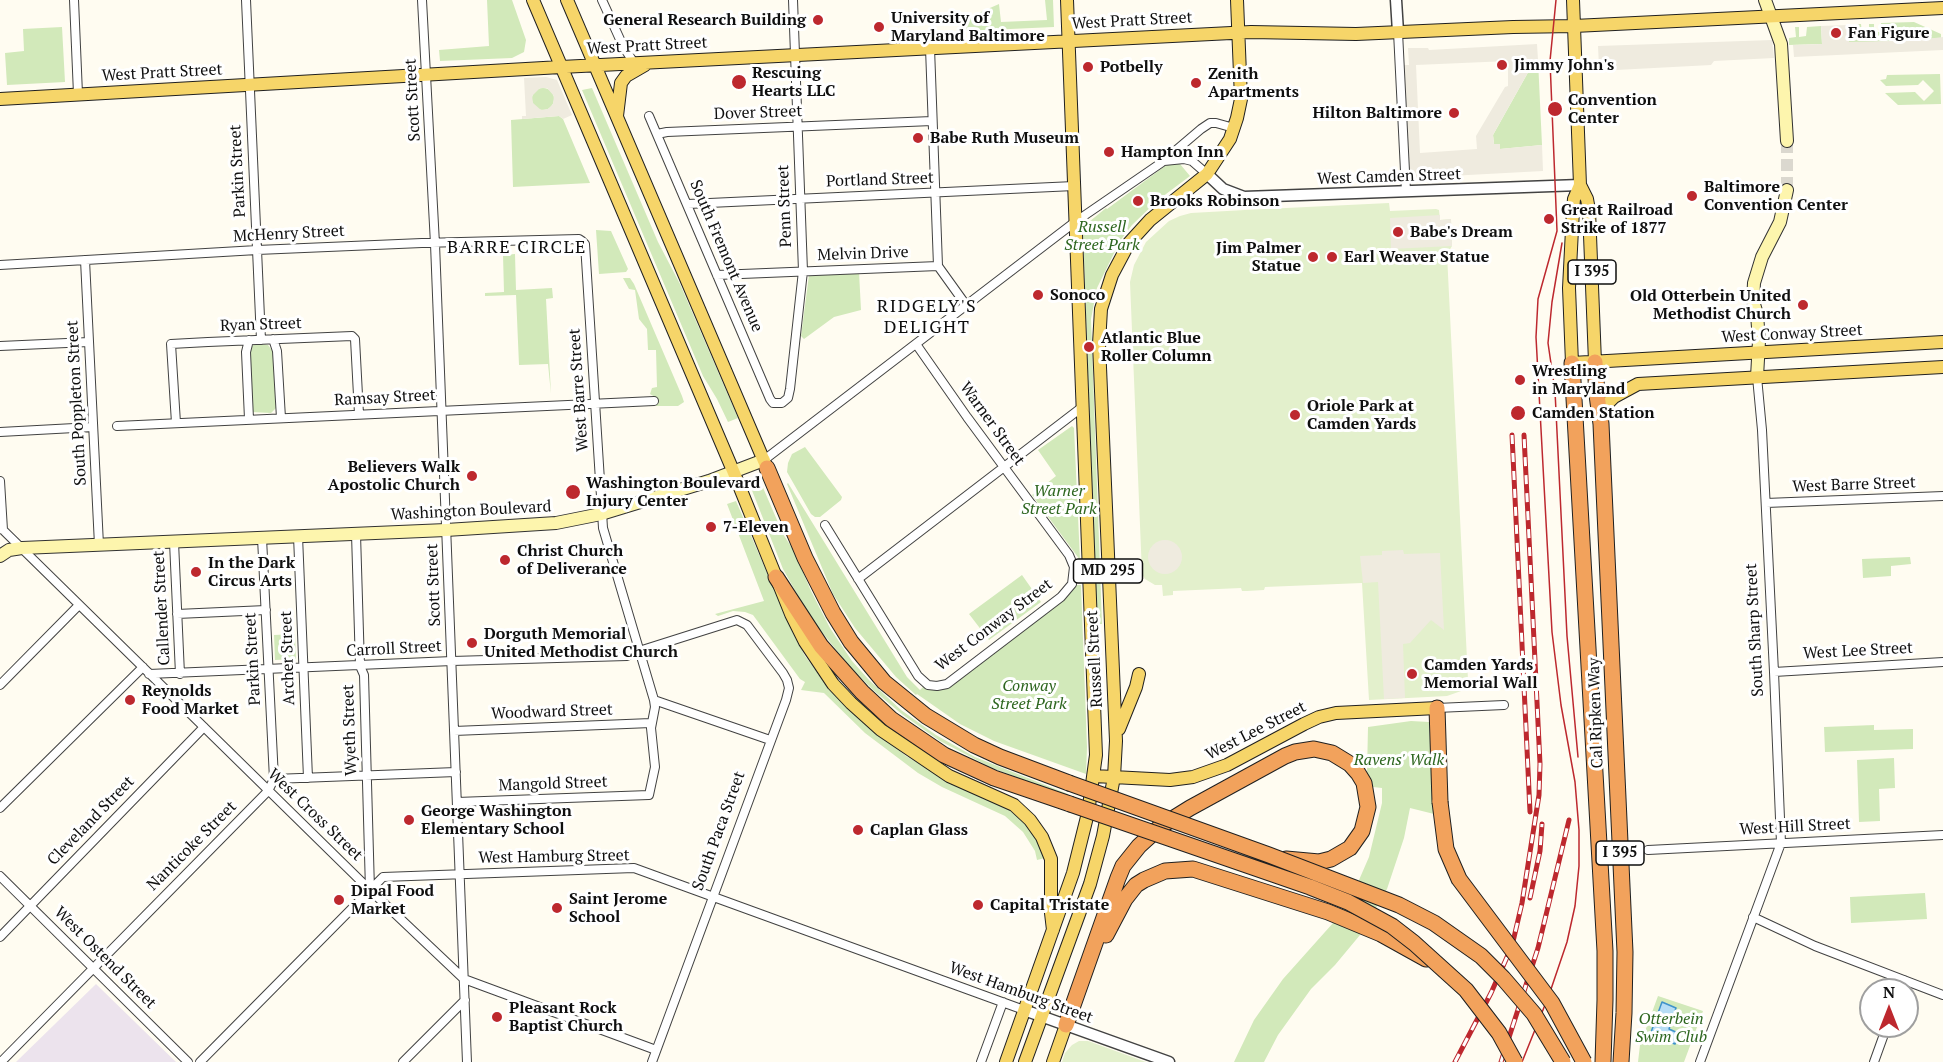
<!DOCTYPE html>
<html>
<head>
<meta charset="utf-8">
<style>
  body { margin:0 }
  #map { position:relative; width:1943px; height:1062px; overflow:hidden; background:#fffcf1; font-family:"PT Serif",serif }
  canvas { display:block }
  .north { position:absolute; left:1859px; top:978px; width:60px; height:60px; box-sizing:border-box; background:#fff; border:2px solid #9f9f9f; border-radius:50%; rotate:0deg; font-size:16px; font-weight:700; line-height:24px; text-align:center; color:#0f0f0f }
  .north::after { content:''; display:block; margin:auto; width:21px; height:27px; background:#bd282e; clip-path:polygon(50% 0,100% 100%,50% 72%,0 100%) }
</style>
</head>
<body>
<div id="map">
<canvas width="1943" height="1062"></canvas>
<div class="north">N</div>
</div>
<script>
const context = document.querySelector('canvas').getContext('2d');
context.lineJoin = 'round';
function fillPath(path, color) { context.fillStyle = color; context.fill(path, 'evenodd'); }
const shape = rows => new Path2D(rows.map(r => 'M' + r).join(''));
function strokePath(path, color, width, dash) { context.strokeStyle = color; context.lineWidth = width; context.lineCap = dash ? 'butt' : 'round'; context.setLineDash(dash || []); context.stroke(path); }
function write(font, color, halo, rows, align = 'center') {
  context.font = font + ' "PT Serif",serif'; context.lineWidth = 6; context.setLineDash([]); context.textBaseline = 'middle'; context.strokeStyle = halo; context.fillStyle = color; for (const [text, x, y, turn = 0] of rows) {
    context.save(); context.translate(x, y); context.rotate((+turn || 0) * Math.PI / 180); context.textAlign = isNaN(turn) ? turn : align; if (halo) context.strokeText(text, 0, 0); context.fillText(text, 0, 0); context.restore();
  }
}
const industrial = shape([
  [96,984,176,1062,16,1062]
]);
const green = shape([
  [487,0,512,0,526,40,524,52,512,58,440,61,439,50,489,46],
  [1045,0,1053,0,1054,27,966,31,965,19,999,4,1001,22,1047,20],
  [1914,22,1941,34,1941,38,1925,39,1918,30,1900,30,1895,34,1895,41,1849,43,1848,25,1861,24,1862,33,1869,32,1869,24,1874,24,1874,32,1881,32,1881,23],
  [1821,26,1822,44,1789,45,1789,38,1796,37,1795,27,1799,27,1799,37,1806,36,1807,27],
  [62,27,65,82,7,85,5,53,24,51,23,29],
  [1535,60,1538,60,1542,145,1500,149,1494,144,1493,135],
  [1940,74,1941,104,1898,105,1885,93,1915,92,1924,101,1934,91,1923,80,1918,85,1886,86,1880,80,1886,79,1887,75],
  '532 99a11 11 0 1 1 22 0a11 11 0 1 1-22 0Z',
  [592,88,658,242,680,284,738,418,728,422,717,399,703,376,582,90],
  [559,116,563,119,590,183,513,187,511,120],
  [1172,163,1180,164,1190,176,1158,200,1132,225,1120,241,1097,288,1091,319,1102,624,1097,624,1083,231,1084,226,1106,208,1107,209,1165,166],
  [596,230,611,231,628,269,626,272,599,274],
  [515,254,516,290,552,288,553,298,546,299,551,394,548,364,519,365,516,295,485,296,485,293,504,292,503,255],
  [859,272,861,310,834,317,804,339,801,336,809,275],
  [623,278,630,278,634,284,682,396,684,402,678,406,656,406,655,397,650,394,652,388,657,387,656,350,648,350,647,329,639,319,635,290,629,289],
  [256,343,268,345,274,353,276,408,271,413,252,412,250,348],
  [1072,426,1074,428,1080,560,1032,495,1056,476,1038,450],
  [805,447,842,497,841,500,820,517,815,517,811,514,787,472,788,463,792,454],
  [761,483,783,534,794,551,811,591,830,628,852,661,869,680,901,710,936,735,975,757,1068,794,1067,796,992,768,940,741,903,715,873,690,849,666,810,617,783,569,751,488],
  [788,483,907,677,920,690,923,687,940,690,951,685,1068,596,1076,585,1081,585,1087,747,1086,774,994,741,960,724,917,694,916,695,896,677,855,628,833,594,787,484],
  [736,501,793,633,805,656,829,688,861,719,906,756,945,779,1003,806,1018,816,1032,831,1041,845,1045,858,1037,860,1035,851,1023,832,1005,816,942,787,918,773,865,733,824,693,801,690,805,682,800,679,753,615,745,612,733,611,718,616,715,614,764,601,727,504],
  [1910,557,1911,564,1891,566,1891,576,1863,578,1862,559],
  [1022,575,1041,602,989,640,969,614],
  [295,634,296,659,275,660,274,635],
  [1411,721,1429,722,1434,814,1410,808,1404,838,1387,889,1360,935,1335,965,1311,989,1278,1035,1264,1062,1234,1062,1254,1020,1283,979,1333,923,1359,880,1369,857,1382,803,1382,788,1373,787,1367,773,1368,727],
  [1874,725,1874,730,1913,729,1913,749,1825,752,1824,727],
  [1894,758,1895,788,1879,789,1880,821,1859,822,1857,760],
  [1925,893,1927,919,1851,923,1850,897],
  [1658,996,1703,1011,1684,1062,1638,1062,1640,1045]
]);
const pitch = shape([
  [1389,203,1390,211,1436,209,1439,210,1440,220,1451,219,1452,246,1447,254,1468,680,1467,687,1464,690,1447,696,1369,700,1362,583,1265,587,1264,590,1247,591,1242,591,1241,588,1173,591,1173,595,1163,596,1162,585,1155,585,1145,579,1142,574,1130,282,1134,265,1146,242,1169,221,1180,216,1191,213,1245,210],
  [1079,1041,1088,1041,1146,1062,1062,1062,1065,1053,1072,1045]
]);
const plaza = shape([
  [1848,25,1849,42,1895,41,1895,34,1899,30,1918,30,1925,33,1926,39,1943,37,1943,50,1794,57,1793,45,1822,44,1821,26],
  [1772,40,1774,58,1714,61,1711,65,1616,70,1616,66,1599,67,1598,46],
  [1537,44,1538,60,1535,60,1493,135,1494,144,1500,144,1500,149,1542,145,1543,171,1412,178,1410,176,1404,65,1409,65,1408,48,1428,48,1429,50],
  [1508,61,1508,86,1505,87,1476,136,1477,149,1420,153,1416,65],
  [546,77,557,80,572,115,563,119,559,116,522,119,522,116,526,116,524,78],
  [540,88,547,88,554,96,553,104,548,109,541,110,533,103,532,96],
  [1440,215,1440,220,1451,219,1452,246,1391,249,1390,218],
  '1148 557a17 17 0 1 1 34 0a17 17 0 1 1-34 0Z',
  [1403,550,1404,554,1440,553,1444,630,1431,620,1410,643,1403,644,1405,698,1384,699,1378,582,1363,583,1360,556,1382,555,1382,551]
]);
const water = shape([
  [1662,1002,1676,1008,1669,1029,1678,1033,1675,1044,1650,1035,1662,1002]
]);
const secondaryTunnel = shape([
  [1787,141,1787,190]
]);
const minor = shape([
  [74,0,78,94],
  [246,0,261,340],
  [422,0,435,244,467,1062],
  [602,0,623,46,634,63],
  [1398,32,1406,191],
  [930,48,938,266,966,305],
  [649,116,770,399,773,403,782,403,788,398,790,389,803,271,793,0],
  [657,134,667,132,932,121],
  [1164,161,1184,159,1192,161,1207,174],
  [688,204,1074,186],
  [85,260,99,545],
  [0,265,257,250,422,243,579,239,582,241,585,244,603,528,654,700,770,740],
  [717,275,938,266],
  [273,339,277,351,281,418],
  [0,346,89,342],
  [249,419,246,352,249,340],
  [176,423,171,344,208,342,352,336,355,339,359,414],
  [117,426,654,401],
  [0,432,93,427],
  [764,460,1075,222,1161,163,1201,129,1210,123,1216,123,1234,128],
  [0,481,3,530],
  [1766,503,1943,496],
  [825,525,918,676,928,685,937,686,947,684,1061,597,1072,584,1074,567,1069,555,967,417,916,344],
  [0,527,370,890,464,979,656,1050],
  [356,534,360,666,364,675,370,890],
  [298,536,308,778],
  [174,542,180,674],
  [858,579,1081,408],
  [177,614,266,610],
  [1774,672,1943,662],
  [149,674,452,661,627,656,639,651,737,620,747,625,783,673,787,680,789,688,786,700,652,1062],
  [0,685,79,605],
  [1437,708,1504,705],
  [454,731,651,723],
  [274,779,456,772],
  [457,802,649,795,655,767,651,728,655,707,654,700],
  [0,808,143,667],
  [1648,850,1943,835],
  [0,876,188,1062],
  [1753,917,1815,946,1943,995],
  [0,937,204,727],
  [1900,990,1904,980],
  [1,1062,268,791,274,779,262,538],
  [200,1062,383,877,634,868,1024,1010],
  [403,1062,465,1000],
  [981,1062,1003,1002],
  [1700,1062,1781,843,1774,672,1762,430,1757,377],
  [1874,1062,1887,1026]
]);
const tertiary = shape([
  [1396,0,1398,32],
  [1207,174,1223,189,1244,197,1580,185],
  [1024,1010,1169,1062]
]);
const secondary = shape([
  [1765,0,1781,44,1787,141],
  [1757,377,1759,341,1757,314,1753,301,1754,283,1762,257,1780,222,1787,190],
  [0,556,9,550,22,548,446,530,556,523,601,514,709,481,764,460]
]);
const primary = shape([
  [533,0,734,473,791,614,805,642,833,684,851,703,881,730,949,776,1014,805,1030,820,1042,837,1051,859,1051,913,1053,930],
  [567,0,767,468],
  [1573,0,1580,185,1587,199,1589,210,1595,362],
  [0,99,561,67,1251,32,1356,34,1513,27,1574,26,1943,8],
  [617,116,621,83,626,76,645,65],
  [1580,185,1574,199,1573,210,1569,288,1572,363,1943,342],
  [1601,423,1608,403,1614,397,1638,384,1943,367],
  [1119,729,1136,687,1139,674],
  [1094,776,1170,780,1193,777,1227,765,1304,724,1319,717,1336,713,1437,708],
  [1006,1062,1073,873,1088,813,1096,755,1067,0],
  [1025,1062,1090,884,1103,836,1114,777,1116,741,1099,344,1101,309,1112,275,1129,243,1150,220,1207,174,1230,139,1237,118,1241,99,1237,0],
  [1053,1062,1066,1025]
]);
const motorway = shape([
  [1595,362,1597,395,1601,424,1625,952,1624,1013,1621,1062],
  [1572,363,1605,951,1605,1000,1603,1062],
  [767,468,805,558,833,613,851,642,884,682,926,716,974,745,1000,757,1069,783],
  [776,577,821,646,862,692,891,719,944,755,994,778,1070,804],
  [1437,708,1440,802],
  [1106,935,1125,899,1136,885,1144,880,1165,871,1193,869,1328,912,1381,934,1426,959],
  [1066,1025,1118,878,1123,866,1139,846,1161,826,1190,808,1285,756,1295,752,1314,749,1332,753,1350,764,1358,773,1364,783,1368,807,1362,831,1350,848,1331,859,1319,862,1286,859]
]);
const tram = shape([
  [1562,243,1552,302,1548,343,1555,391,1567,636,1578,757],
  [1522,1062,1549,995,1567,942,1575,906,1579,866,1579,830,1575,782,1561,705,1552,632,1536,337,1538,299,1557,231,1550,61,1556,0]
]);
const rail = shape([
  [1512,435,1530,812],
  [1530,898,1540,851,1542,824],
  [1455,1062,1491,993,1512,946,1522,903,1539,795,1540,764,1524,435],
  [1501,1062,1538,948,1569,820]
]);
const motorwayBridge = shape([
  [1069,783,1269,855,1399,905,1434,923,1481,956,1503,978,1534,1014,1563,1062],
  [1440,802,1446,849,1459,879,1552,1003,1584,1062],
  [1070,804,1310,887,1348,902,1392,926,1414,943,1466,990,1499,1033,1515,1062]
]);
const markers = [
  [818,20,6,"#bd282e"],
  [879,27,6,"#bd282e"],
  [1836,33,6,"#bd282e"],
  [1502,65,6,"#bd282e"],
  [1088,67,6,"#bd282e"],
  [739,82,8,"#bd282e"],
  [1196,83,6,"#bd282e"],
  [1555,109,8,"#bd282e"],
  [1454,113,6,"#bd282e"],
  [918,138,6,"#bd282e"],
  [1109,152,6,"#bd282e"],
  [1692,196,6,"#bd282e"],
  [1138,201,6,"#bd282e"],
  [1549,219,6,"#bd282e"],
  [1398,232,6,"#bd282e"],
  [1313,257,6,"#bd282e"],
  [1332,257,6,"#bd282e"],
  [1038,295,6,"#bd282e"],
  [1803,305,6,"#bd282e"],
  [1089,347,6,"#bd282e"],
  [1520,380,6,"#bd282e"],
  [1518,413,8,"#bd282e"],
  [1295,415,6,"#bd282e"],
  [472,476,6,"#bd282e"],
  [573,492,8,"#bd282e"],
  [711,527,6,"#bd282e"],
  [505,560,6,"#bd282e"],
  [196,572,6,"#bd282e"],
  [472,643,6,"#bd282e"],
  [1412,674,6,"#bd282e"],
  [130,700,6,"#bd282e"],
  [409,820,6,"#bd282e"],
  [858,830,6,"#bd282e"],
  [339,900,6,"#bd282e"],
  [978,905,6,"#bd282e"],
  [557,908,6,"#bd282e"],
  [497,1017,6,"#bd282e"]
];
const shields = [
  [1592,272,48],
  [1108,571,69],
  [1620,853,48]
];
const shieldNames = [
  ["I 395",1592,272],
  ["MD 295",1108,571],
  ["I 395",1620,853]
];
const poiNames = [
  ["University of",891,18],
  ["Maryland Baltimore",891,36],
  ["General Research Building",806,20,"right"],
  ["Fan Figure",1848,33],
  ["Jimmy John's",1514,65],
  ["Potbelly",1100,67],
  ["Rescuing",752,73],
  ["Hearts LLC",752,91],
  ["Zenith",1208,74],
  ["Apartments",1208,92],
  ["Convention",1568,100],
  ["Center",1568,118],
  ["Hilton Baltimore",1442,113,"right"],
  ["Babe Ruth Museum",930,138],
  ["Hampton Inn",1121,152],
  ["Baltimore",1704,187],
  ["Convention Center",1704,205],
  ["Brooks Robinson",1150,201],
  ["Great Railroad",1561,210],
  ["Strike of 1877",1561,228],
  ["Babe's Dream",1410,232],
  ["Jim Palmer",1301,248,"right"],
  ["Statue",1301,266,"right"],
  ["Earl Weaver Statue",1344,257],
  ["Sonoco",1050,295],
  ["Old Otterbein United",1791,296,"right"],
  ["Methodist Church",1791,314,"right"],
  ["Atlantic Blue",1101,338],
  ["Roller Column",1101,356],
  ["Wrestling",1532,371],
  ["in Maryland",1532,389],
  ["Oriole Park at",1307,406],
  ["Camden Yards",1307,424],
  ["Camden Station",1532,413],
  ["Believers Walk",460,467,"right"],
  ["Apostolic Church",460,485,"right"],
  ["Washington Boulevard",586,483],
  ["Injury Center",586,501],
  ["7-Eleven",723,527],
  ["Christ Church",517,551],
  ["of Deliverance",517,569],
  ["In the Dark",208,563],
  ["Circus Arts",208,581],
  ["Dorguth Memorial",484,634],
  ["United Methodist Church",484,652],
  ["Camden Yards",1424,665],
  ["Memorial Wall",1424,683],
  ["Reynolds",142,691],
  ["Food Market",142,709],
  ["George Washington",421,811],
  ["Elementary School",421,829],
  ["Caplan Glass",870,830],
  ["Dipal Food",351,891],
  ["Market",351,909],
  ["Saint Jerome",569,899],
  ["School",569,917],
  ["Capital Tristate",990,905],
  ["Pleasant Rock",509,1008],
  ["Baptist Church",509,1026]
];
const streetNames = [
  ["West Pratt Street",1132,21,-3],
  ["West Pratt Street",647,46,-3],
  ["West Pratt Street",162,73,-3],
  ["Scott Street",413,100,-93],
  ["Dover Street",758,113,-2],
  ["Parkin Street",238,171,-93],
  ["West Camden Street",1389,177,-2],
  ["Portland Street",880,180,-2],
  ["Penn Street",785,206,-92],
  ["McHenry Street",289,234,-3],
  ["Melvin Drive",863,254,-2],
  ["South Fremont Avenue",726,256,67],
  ["Ryan Street",261,325,-2],
  ["West Conway Street",1792,334,-3],
  ["West Barre Street",579,390,-94],
  ["Ramsay Street",385,398,-3],
  ["South Poppleton Street",77,403,-93],
  ["Warner Street",992,424,54],
  ["West Barre Street",1854,485,-2],
  ["Washington Boulevard",471,511,-3],
  ["Scott Street",434,585,-92],
  ["Callender Street",162,608,-93],
  ["West Conway Street",994,625,-37],
  ["South Sharp Street",1755,630,-93],
  ["Carroll Street",394,649,-3],
  ["West Lee Street",1858,651,-3],
  ["Archer Street",288,658,-92],
  ["Parkin Street",253,659,-93],
  ["Russell Street",1095,659,-93],
  ["Woodward Street",552,712,-2],
  ["Cal Ripken Way",1596,713,-92],
  ["Wyeth Street",350,730,-92],
  ["West Lee Street",1256,731,-27],
  ["Mangold Street",553,784,-2],
  ["West Cross Street",315,815,44],
  ["Cleveland Street",91,821,-46],
  ["West Hill Street",1795,827,-3],
  ["South Paca Street",719,831,-70],
  ["Nanticoke Street",192,846,-45],
  ["West Hamburg Street",554,857,-1],
  ["West Ostend Street",105,958,45],
  ["West Hamburg Street",1021,993,20]
];
const parkNames = [
  ["Russell",1102,227],
  ["Street Park",1102,245],
  ["Warner",1059,491],
  ["Street Park",1059,509],
  ["Conway",1029,686],
  ["Street Park",1029,704],
  ["Ravens' Walk",1399,760],
  ["Otterbein",1671,1019],
  ["Swim Club",1671,1037]
];
const neighbourhoodNames = [
  ["BARRE CIRCLE",517,248],
  ["RIDGELY'S",927,307],
  ["DELIGHT",927,328]
];
fillPath(industrial, '#ece3ed');
fillPath(green, '#d2e9ba');
fillPath(pitch, '#e3f0cc');
fillPath(plaza, '#efebdf');
fillPath(water, '#b6ddf5');
strokePath(water, '#3e92cb', 1.5);
strokePath(secondaryTunnel, '#dbd8cf', 12, [12, 6]);
strokePath(minor, '#424242', 10);
strokePath(tertiary, '#424242', 13);
strokePath(secondary, '#313131', 14);
strokePath(primary, '#202020', 14);
strokePath(motorway, '#202020', 17);
strokePath(minor, '#fff', 8);
strokePath(tertiary, '#fff', 10);
strokePath(secondary, '#fdf5ad', 12);
strokePath(primary, '#f6d569', 12);
strokePath(motorway, '#f2a25c', 15);
strokePath(tram, '#bd282e', 1.5);
strokePath(rail, '#bd282e', 5);
strokePath(rail, '#fff', 3, [9]);
strokePath(motorwayBridge, '#202020', 17, []);
strokePath(motorwayBridge, '#f2a25c', 15);
for (const [x, y, r, color] of markers) { const dot = new Path2D(); dot.arc(x, y, r, 0, 2 * Math.PI); context.fillStyle = color; context.fill(dot); strokePath(dot, '#fff', 2); }
for (const [x, y, w] of shields) { const box = new Path2D(); box.roundRect(x - w / 2, y - 12, w, 24, 4.5); context.fillStyle = '#fff'; context.fill(box); strokePath(box, '#0f0f0f', 1.5); }
write('bold 15px', '#0f0f0f', null, shieldNames);
write('bold 16px', '#0f0f0f', '#fff', poiNames, 'left');
write('16px', '#0f0f0f', '#fff', streetNames);
write('italic 16px', '#2d661f', '#fff', parkNames);
context.letterSpacing = '1.5px';
write('18px', '#0f0f0f', '#fff', neighbourhoodNames);
context.letterSpacing = '0px';
</script>
</body>
</html>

- - -

> **EXERCISE**
If a line of the entries holds the word "shieldNames", copy it out.

> **TASK ANSWER**
const shieldNames = [
write('bold 15px', '#0f0f0f', null, shieldNames);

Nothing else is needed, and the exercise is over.